Laura se muerde la mejilla tratando de ocultar su inminente sonrisa que mostraba lo bien que había resultado su plan. Aunque no sabía muy bien que le hacía feliz de todo aquello. ¿No se suponía que lo había hecho para dejarle claro que no quería nada con él, nunca más, que aquello que le había hecho había roto su confianza? Una parte de ella lo daba por cerrado, pero, otra parte veía a aquel chico como más que un capítulo de su vida, algo de él seguía atrayéndola.

Y por mucho que tratara de sacarlo de su cabeza, él aparecía de nuevo.

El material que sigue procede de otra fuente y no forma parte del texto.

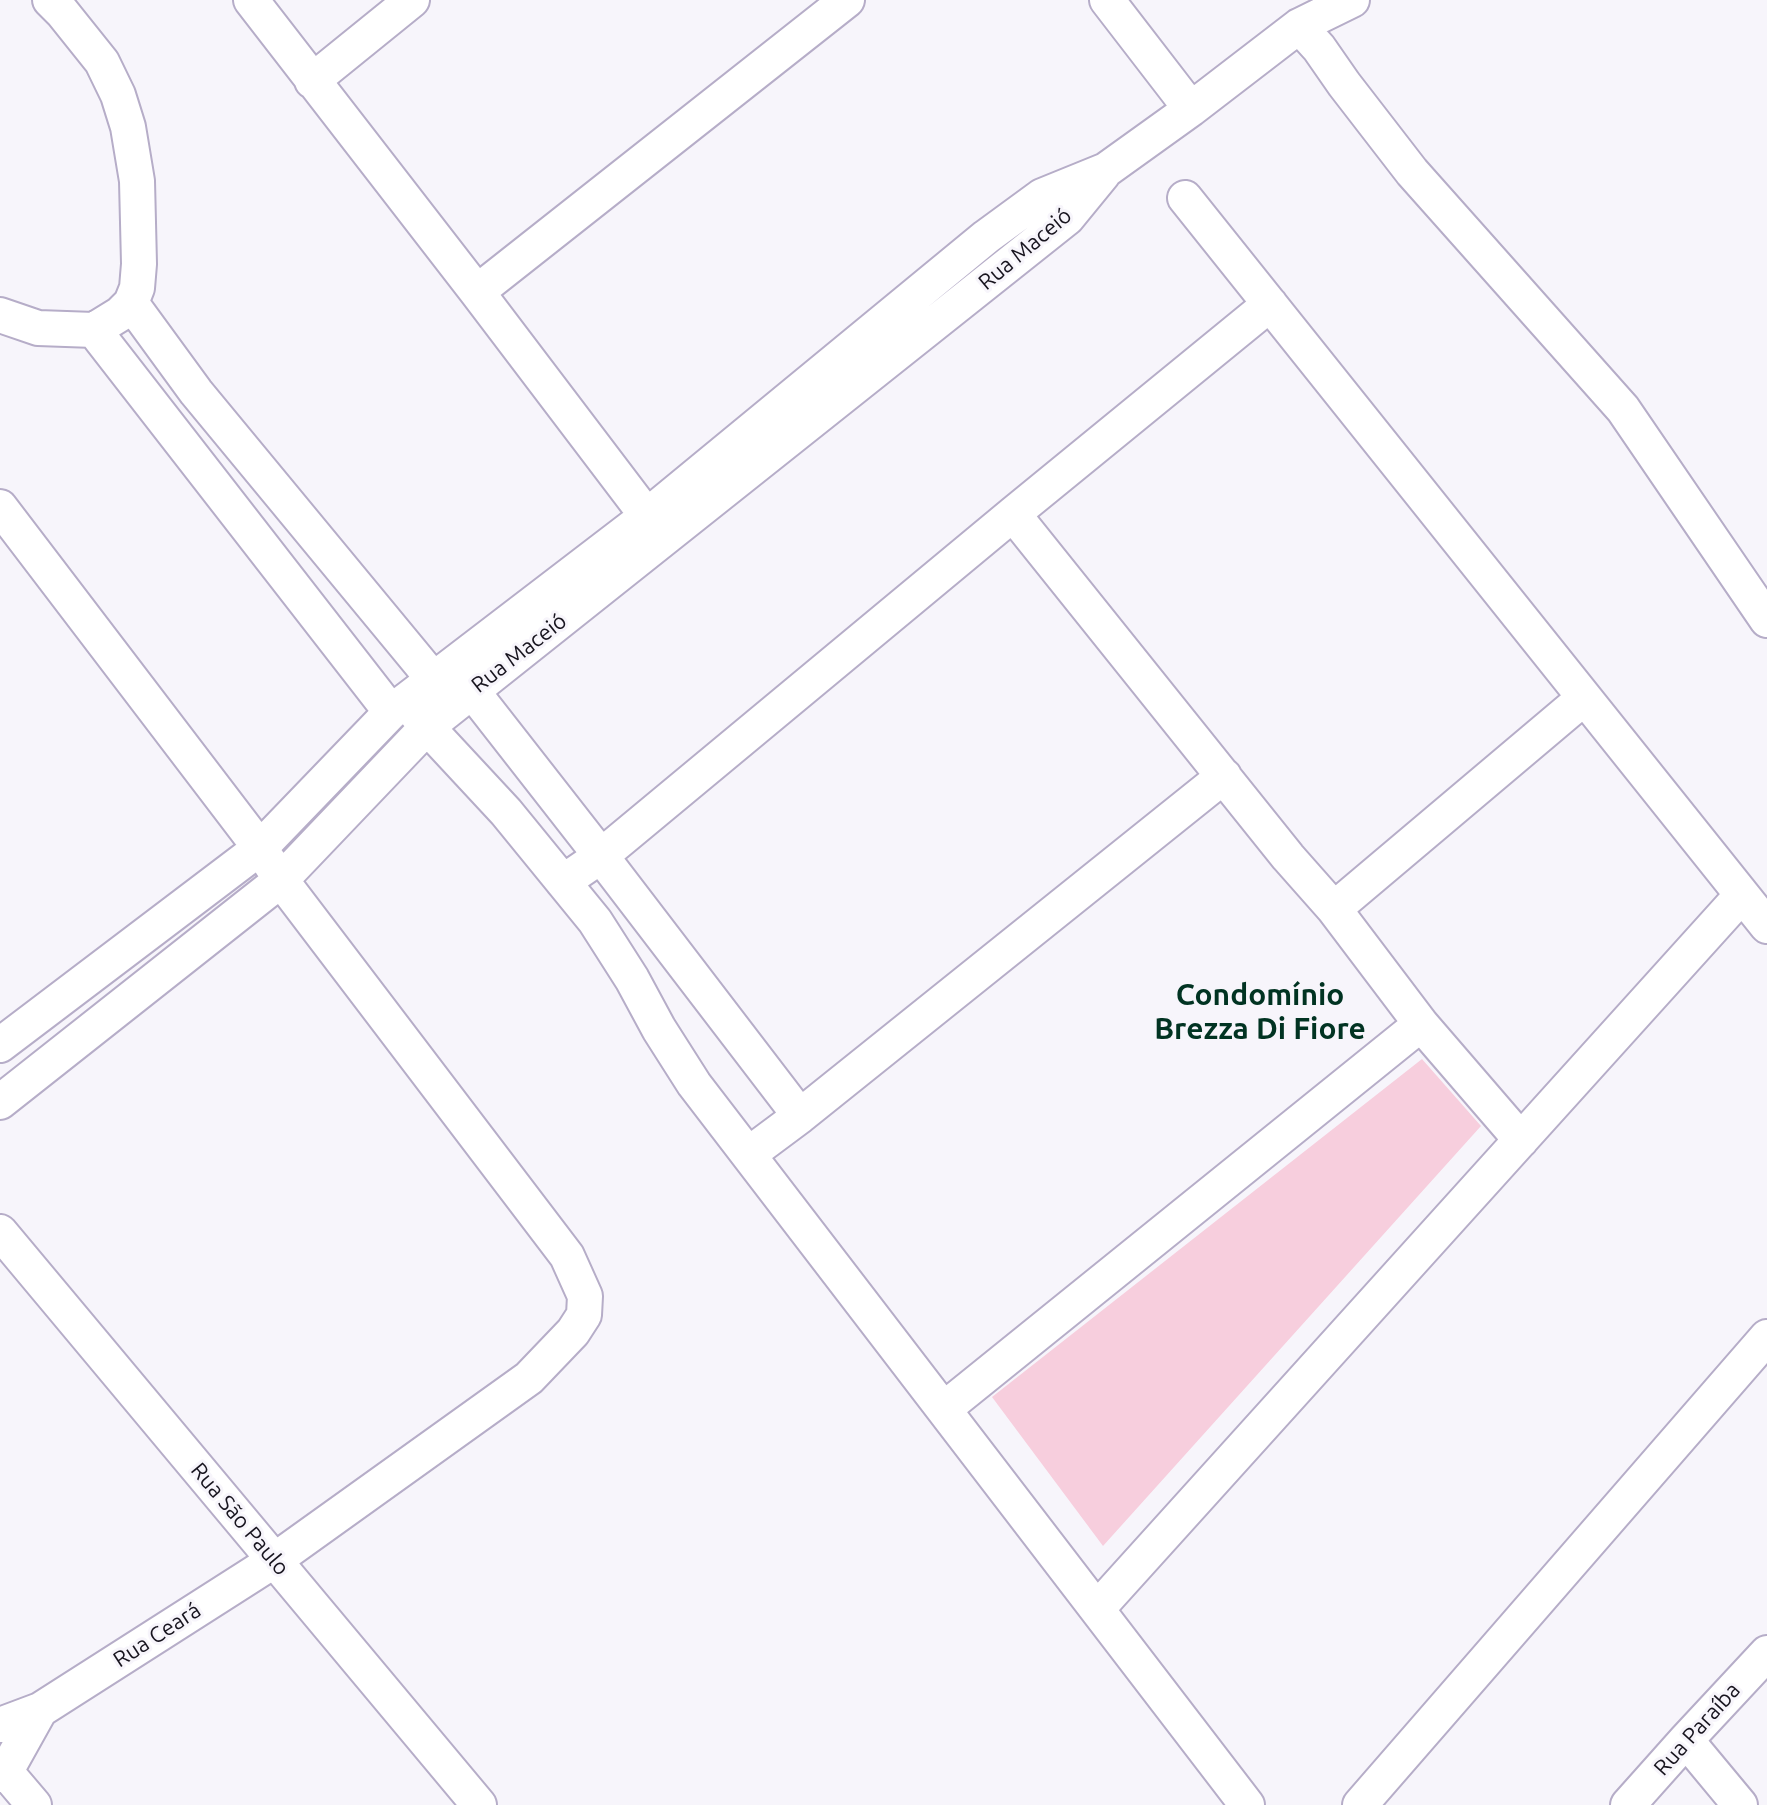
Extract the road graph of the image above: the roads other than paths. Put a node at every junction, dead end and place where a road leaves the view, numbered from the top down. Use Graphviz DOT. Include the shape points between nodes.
graph roads {
  1 [pos="50,0"];
  2 [pos="251,0"];
  3 [pos="412,0"];
  4 [pos="847,0"];
  5 [pos="1107,0"];
  6 [pos="1352,0"];
  7 [pos="1299,26"];
  8 [pos="312,81"];
  9 [pos="1191,109"];
  10 [pos="1185,198"];
  11 [pos="477,292"];
  12 [pos="131,303"];
  13 [pos="1270,304"];
  14 [pos="0,315"];
  15 [pos="94,330"];
  16 [pos="0,507"];
  17 [pos="1013,514"];
  18 [pos="655,528"];
  19 [pos="1767,620"];
  20 [pos="453,679"];
  21 [pos="1584,698"];
  22 [pos="408,713"];
  23 [pos="1224,776"];
  24 [pos="260,848"];
  25 [pos="601,856"];
  26 [pos="281,880"];
  27 [pos="563,882"];
  28 [pos="1742,895"];
  29 [pos="1334,909"];
  30 [pos="1767,926"];
  31 [pos="1421,1024"];
  32 [pos="0,1045"];
  33 [pos="0,1102"];
  34 [pos="800,1116"];
  35 [pos="1521,1140"];
  36 [pos="749,1154"];
  37 [pos="0,1232"];
  38 [pos="1767,1337"];
  39 [pos="944,1409"];
  40 [pos="275,1560"];
  41 [pos="1097,1609"];
  42 [pos="1767,1653"];
  43 [pos="40,1710"];
  44 [pos="0,1725"];
  45 [pos="1686,1740"];
  46 [pos="2,1770"];
  47 [pos="34,1805"];
  48 [pos="479,1805"];
  49 [pos="1247,1805"];
  50 [pos="1360,1805"];
  51 [pos="1628,1805"];
  52 [pos="1740,1805"];
  1 -- 12 [label="street" via="102,62 128,127 137,181 139,264"];
  2 -- 8 [label="street"];
  3 -- 8 [label="street"];
  4 -- 11 [label="street"];
  5 -- 9 [label="street"];
  6 -- 7 [label="street, Rua Maceió"];
  7 -- 9 [label="street, Rua Maceió"];
  7 -- 19 [label="street" via="1412,172 1623,409"];
  8 -- 11 [label="street"];
  9 -- 18 [label="street, Rua Maceió" via="1106,170 1042,196 986,237"];
  10 -- 13 [label="street"];
  11 -- 18 [label="street"];
  12 -- 15 [label="street"];
  12 -- 20 [label="street" via="196,392"];
  13 -- 17 [label="street"];
  13 -- 21 [label="street"];
  14 -- 15 [label="street" via="38,328"];
  15 -- 22 [label="street"];
  16 -- 24 [label="street, Rua Ceará"];
  17 -- 23 [label="street"];
  17 -- 25 [label="street"];
  18 -- 20 [label="street, Rua Maceió"];
  20 -- 22 [label="street, Rua Maceió"];
  20 -- 25 [label="street"];
  21 -- 28 [label="street"];
  21 -- 29 [label="street"];
  22 -- 24 [label="street, Rua Maceió"];
  22 -- 26 [label="street, Rua Maceió"];
  22 -- 27 [label="street" via="506,812"];
  23 -- 29 [label="street"];
  23 -- 34 [label="street"];
  24 -- 26 [label="street, Rua Ceará"];
  24 -- 32 [label="street, Rua Maceió"];
  25 -- 27 [label="street"];
  25 -- 34 [label="street"];
  26 -- 33 [label="street, Rua Maceió"];
  26 -- 40 [label="street, Rua Ceará" via="567,1256 585,1296 584,1315 573,1332 529,1378"];
  27 -- 36 [label="street" via="595,921 694,1084"];
  28 -- 30 [label="street"];
  28 -- 35 [label="street"];
  29 -- 31 [label="street"];
  31 -- 35 [label="street"];
  31 -- 39 [label="street"];
  34 -- 36 [label="street"];
  35 -- 41 [label="street"];
  36 -- 39 [label="street"];
  37 -- 40 [label="street, Rua São Paulo"];
  38 -- 50 [label="street"];
  39 -- 41 [label="street"];
  40 -- 43 [label="street, Rua Ceará"];
  40 -- 48 [label="street, Rua São Paulo"];
  41 -- 49 [label="street"];
  42 -- 45 [label="street, Rua Paraíba"];
  43 -- 44 [label="street, Rua Ceará"];
  43 -- 46 [label="street, Rua Ceará"];
  45 -- 51 [label="street, Rua Paraíba"];
  45 -- 52 [label="street"];
  46 -- 47 [label="street"];
}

-Se ha marchado a casa hace un rato, mañana se levanta temprano. – contesta ella. El silencio se vuelve tan espeso que se puede escuchar la ajetreada respiración de ambos. Ninguno de los dos se atreve a continuar, y la situación empieza a volverse algo incómoda

-Laura, yo…

Zayn trata de encontrar las palabras adecuadas para expresar lo que lleva pensando varios minutos en decir, sin embargo no halla la forma de juntar dos palabras para que suenen bien.

Laura lo mira, inquieta. No sabía muy bien que iba a decir, aunque se hacía una idea. Lo que más miedo le daba era lo que iba a responder, ni ella misma tenía lo tenía claro, ¿cómo iba a responderle?

-No, no sigas por ahí. No tengo ganas de discutir. – dice ella, tratando de evitar el tema.

-¿Y qué hago, callarme para siempre, como en las bodas? No puedo aguantarlo más. Además no es algo que no sepas. – dice parándose en seco. Laura se queda inmóvil, aunque no lo mira. – Laura, te quiero.

-¿Y qué hago yo con eso? – le espeta ella de pronto, con los puños apretados. – Te mostré mi confianza una vez y me dejaste bastante claro que me equivoqué al hacerlo. No soy de las personas que dan segundas oportunidades, deberías saberlo.

Da unos pasos y se gira con la adversidad dibujada en los ojos.

-Y déjalo estar, no me gusta nada que me presionen.

Tarda unos segundos en darse cuenta que está a poca distancia de su casa. ¿cómo habían llegado tan deprisa? Daba lo mismo, el caso es que le venía de perlas.

De nuevo, Zayn se había quedado con la palabra en la boca. Chasquea la lengua y se da media vuelta para irse a casa. Demasiada trifulca por hoy.


La semana pasó sin demasiados sobresaltos. Nos mandamos algunos mensajes, llamadas al fijo, pero ninguno quedó para salir. Nadie tenía ganas de hacer nada.

A pesar de ello, el fin de semana María y Laura se empeñan en que me vendría bien salir de casa, dar una vuelta y tomar algo.

-Pero, si estoy bien. – insisto por tercera vez. – no me hace falta salir a ninguna parte, además, no tengo ganas.

María suspira y se lleva la mano a la frente.

-¿Sabes qué? Haz lo que quieras, me canso. Yo quiero salir. – dice levantándose de un respingo. - ¿Vienes, Laura?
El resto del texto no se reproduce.